CD44 and Hyaluronic acid: the new door to target cancer cell iron metabolism

The glycoprotein CD44 is a transmembrane receptor which has been connected to multiple biological processes, specifically to cancer cells stemness, angiogenesis and epithelial mesenchymal transition. Hyaluronic acid is the main CD44 ligand and studies have demonstrated its involvement in regulation of tumour progression. CD44-HA axis has been recently identified as a major player in iron homeostasis and epigenetic regulation in cancer cells.

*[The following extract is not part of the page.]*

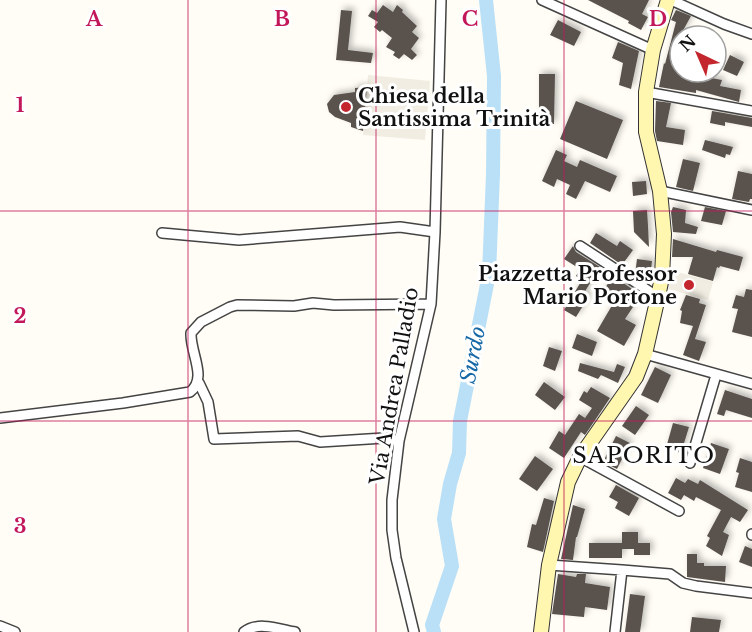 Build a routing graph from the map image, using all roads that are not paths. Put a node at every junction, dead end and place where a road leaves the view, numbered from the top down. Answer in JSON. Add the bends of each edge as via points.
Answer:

Moreover, CD44 interaction with the deubiquitinating enzyme OTUB1 mediates the stabilisation of a subunit of the Cystine-Glutamate antiporter Xc, SLC7A11, leading to increased ferroptosis resistance in cancer cells. Since their pivotal role in modulating cancer cell mobility and susceptibility to iron induced cell death, CD44 and HA can be targeted in cancer therapy; indeed, oxidative insults, that can result from chemotherapy, directly hinder CD44-HA interaction decreasing cancer cell proliferation and viability. Thus, by enlightening the complex and pleiotropic role of CD44-HA axis in cancer cell it might be possible to pin point new treatable targets for tumour cells resistant to classic cancer therapy approaches.